+++ RECORDS +++

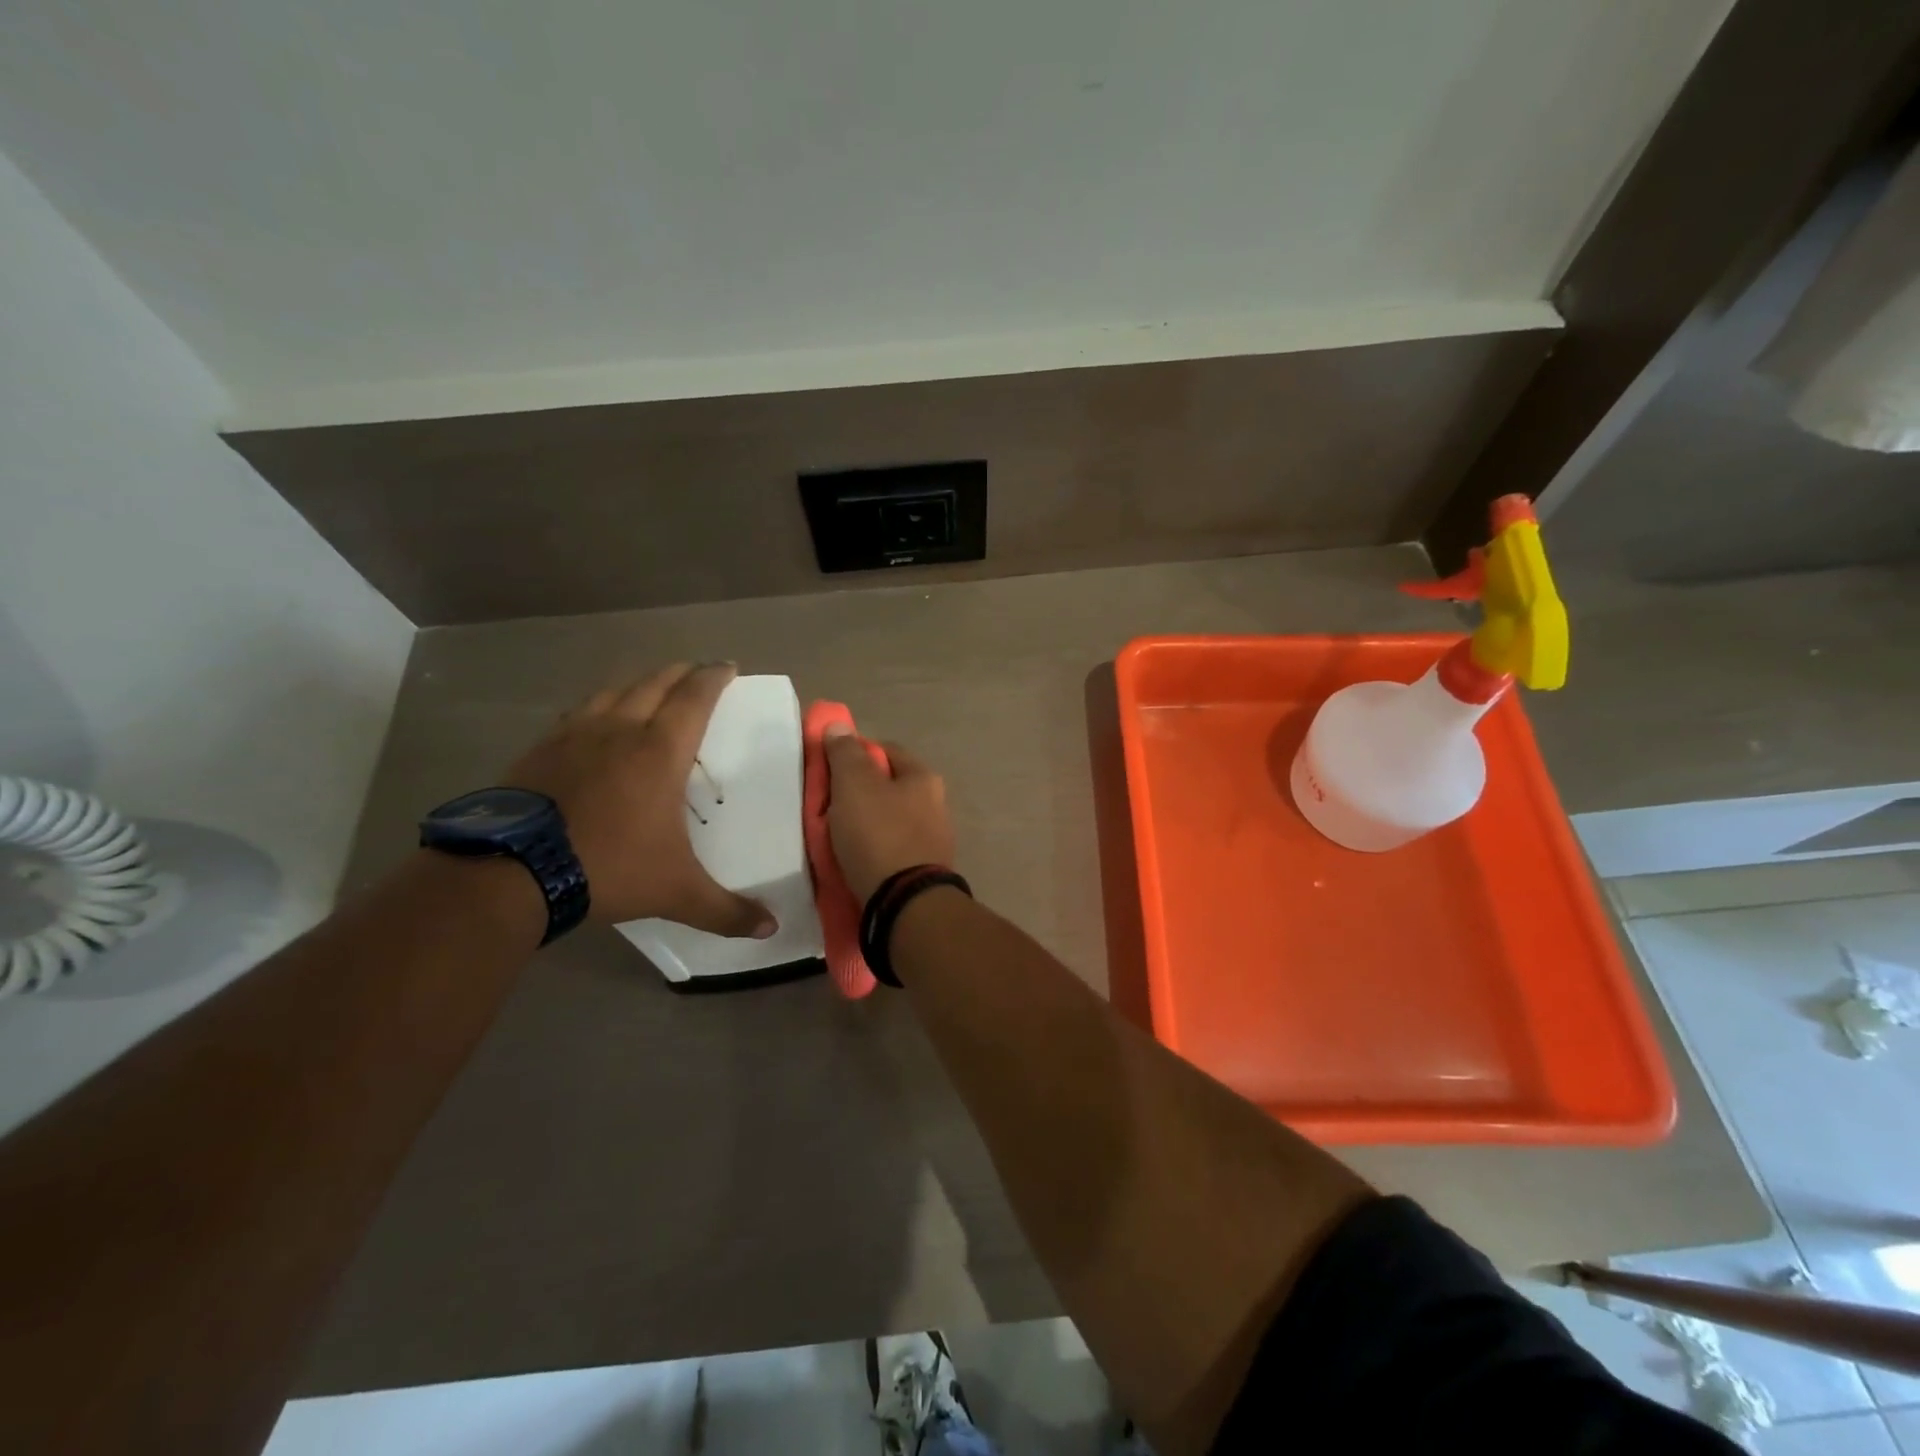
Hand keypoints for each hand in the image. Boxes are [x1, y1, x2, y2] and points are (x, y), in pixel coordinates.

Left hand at [505, 663, 775, 936]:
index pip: (695, 697)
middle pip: (656, 683)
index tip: (728, 667)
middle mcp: (621, 729)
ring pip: (615, 690)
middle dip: (682, 672)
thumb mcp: (676, 893)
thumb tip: (770, 929)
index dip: (714, 677)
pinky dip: (599, 704)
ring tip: (652, 688)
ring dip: (640, 682)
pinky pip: (580, 711)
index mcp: (660, 751)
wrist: (512, 871)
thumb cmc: (608, 867)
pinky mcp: (542, 747)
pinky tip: (596, 719)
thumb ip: (726, 910)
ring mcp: (576, 734)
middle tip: (698, 673)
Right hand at [822, 724, 956, 903]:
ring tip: (833, 838)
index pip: (885, 751)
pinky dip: (870, 852)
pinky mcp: (922, 871)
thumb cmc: (879, 835)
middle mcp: (936, 805)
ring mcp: (933, 841)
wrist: (905, 905)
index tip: (828, 771)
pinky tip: (851, 862)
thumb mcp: (855, 786)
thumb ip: (845, 754)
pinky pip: (889, 851)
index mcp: (924, 778)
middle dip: (856, 794)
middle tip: (826, 807)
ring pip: (887, 821)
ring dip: (862, 826)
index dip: (854, 754)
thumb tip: (839, 726)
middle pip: (886, 788)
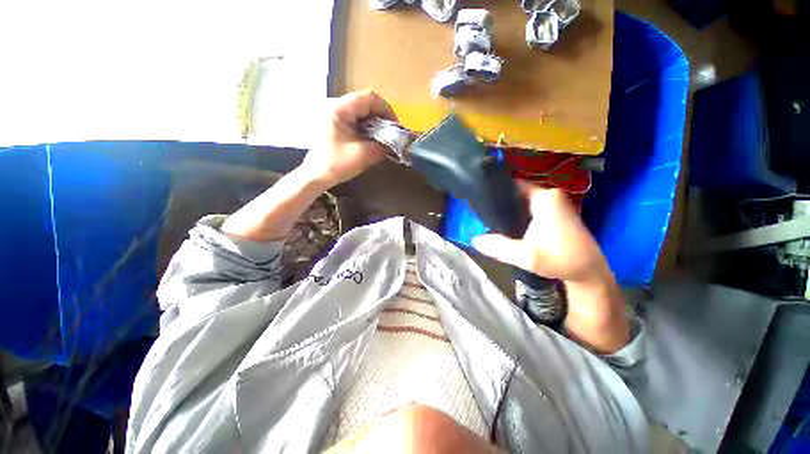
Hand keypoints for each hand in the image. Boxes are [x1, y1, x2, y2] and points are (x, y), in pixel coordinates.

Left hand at [300, 90, 397, 189]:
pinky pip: (355, 120)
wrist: (315, 176)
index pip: (369, 98)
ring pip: (361, 112)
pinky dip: (366, 128)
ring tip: (383, 138)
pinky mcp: (334, 124)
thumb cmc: (335, 164)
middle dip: (381, 118)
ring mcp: (333, 114)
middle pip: (365, 103)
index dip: (386, 110)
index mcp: (339, 108)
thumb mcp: (362, 155)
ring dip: (374, 124)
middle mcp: (335, 106)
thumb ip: (381, 147)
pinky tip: (371, 140)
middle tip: (390, 134)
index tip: (395, 127)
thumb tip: (393, 144)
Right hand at [472, 184, 610, 286]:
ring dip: (508, 209)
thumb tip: (474, 240)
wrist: (589, 272)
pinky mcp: (555, 213)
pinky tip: (506, 225)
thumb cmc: (561, 260)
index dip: (495, 191)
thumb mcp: (526, 256)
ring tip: (489, 218)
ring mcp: (554, 203)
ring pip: (522, 200)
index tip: (478, 200)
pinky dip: (517, 213)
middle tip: (480, 213)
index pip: (512, 184)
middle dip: (499, 202)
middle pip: (516, 192)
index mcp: (544, 198)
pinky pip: (529, 207)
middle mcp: (550, 195)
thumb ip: (498, 247)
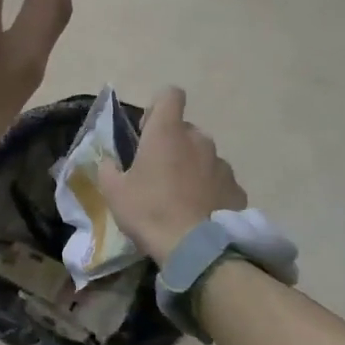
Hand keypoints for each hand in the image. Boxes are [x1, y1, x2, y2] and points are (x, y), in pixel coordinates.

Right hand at [95, 87, 246, 267]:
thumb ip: (108, 168)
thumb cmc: (149, 211)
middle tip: (157, 172)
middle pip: (185, 129)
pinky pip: (219, 181)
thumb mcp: (114, 191)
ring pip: (203, 156)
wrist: (195, 249)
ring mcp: (221, 165)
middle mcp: (198, 140)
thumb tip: (109, 161)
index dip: (158, 107)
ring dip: (192, 167)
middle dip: (173, 144)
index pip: (170, 95)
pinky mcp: (236, 189)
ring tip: (179, 198)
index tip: (147, 131)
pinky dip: (209, 190)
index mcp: (167, 133)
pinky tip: (198, 213)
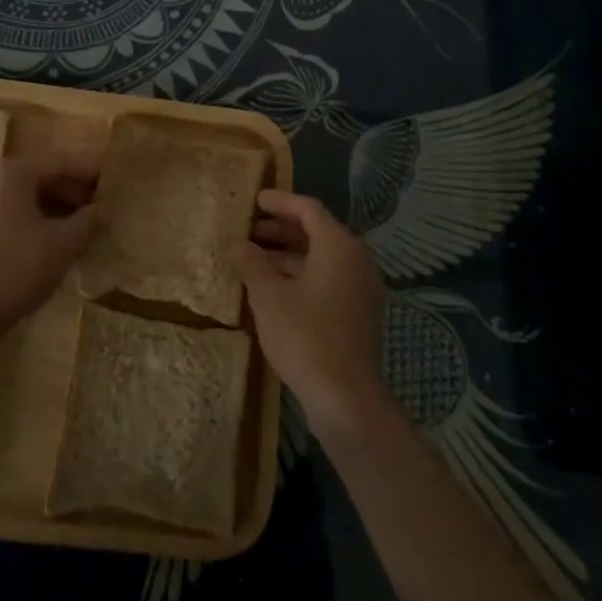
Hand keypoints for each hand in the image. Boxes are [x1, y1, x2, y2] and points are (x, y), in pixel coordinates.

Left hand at [0, 154, 98, 327]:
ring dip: (48, 210)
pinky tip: (44, 245)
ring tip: (73, 229)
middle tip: (94, 208)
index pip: (58, 163)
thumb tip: (104, 210)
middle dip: (67, 192)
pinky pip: (4, 220)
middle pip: (36, 179)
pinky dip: (27, 225)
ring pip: (19, 201)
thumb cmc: (21, 265)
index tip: (108, 180)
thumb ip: (88, 220)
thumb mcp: (64, 242)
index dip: (86, 172)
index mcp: (11, 174)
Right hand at [237, 190, 388, 441]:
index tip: (254, 201)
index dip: (279, 202)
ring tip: (252, 259)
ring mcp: (360, 288)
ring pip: (320, 258)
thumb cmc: (305, 337)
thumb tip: (241, 245)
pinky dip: (300, 275)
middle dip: (280, 229)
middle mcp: (356, 260)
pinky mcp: (357, 312)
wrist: (346, 399)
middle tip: (248, 229)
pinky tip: (272, 288)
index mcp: (339, 245)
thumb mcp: (268, 296)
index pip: (308, 209)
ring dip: (287, 254)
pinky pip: (327, 279)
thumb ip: (252, 263)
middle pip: (316, 232)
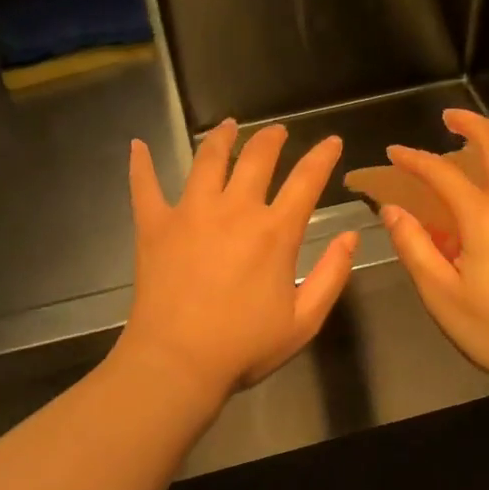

+++

**TASK GOAL:**
Of all the entries above, output exactly the lines between the one holding "middle tip: (94, 208)" and the one holding "pinky mcp: (357, 312)", inclusive.

**TASK RESPONSE:**
middle tip: (94, 208)
index pip: (58, 163)
thumb tip: (104, 210)
middle dip: (67, 192)
pinky pip: (4, 220)
middle pip: (36, 179)
pinky dip: (27, 225)
ring pip: (19, 201)
thumb cmc: (21, 265)
index tip: (108, 180)
thumb ip: (88, 220)
thumb mcp: (64, 242)
index dip: (86, 172)
index mcp: (11, 174)
Right hand at [237, 190, 388, 441]:
index tip: (254, 201)
index dip: (279, 202)
ring tip: (252, 259)
ring mcp: (360, 288)
ring pip: (320, 258)
thumb cmc: (305, 337)
thumb tip: (241, 245)
pinky dip: (300, 275)
middle dip: (280, 229)
middle mcp: (356, 260)
pinky mcp: (357, 312)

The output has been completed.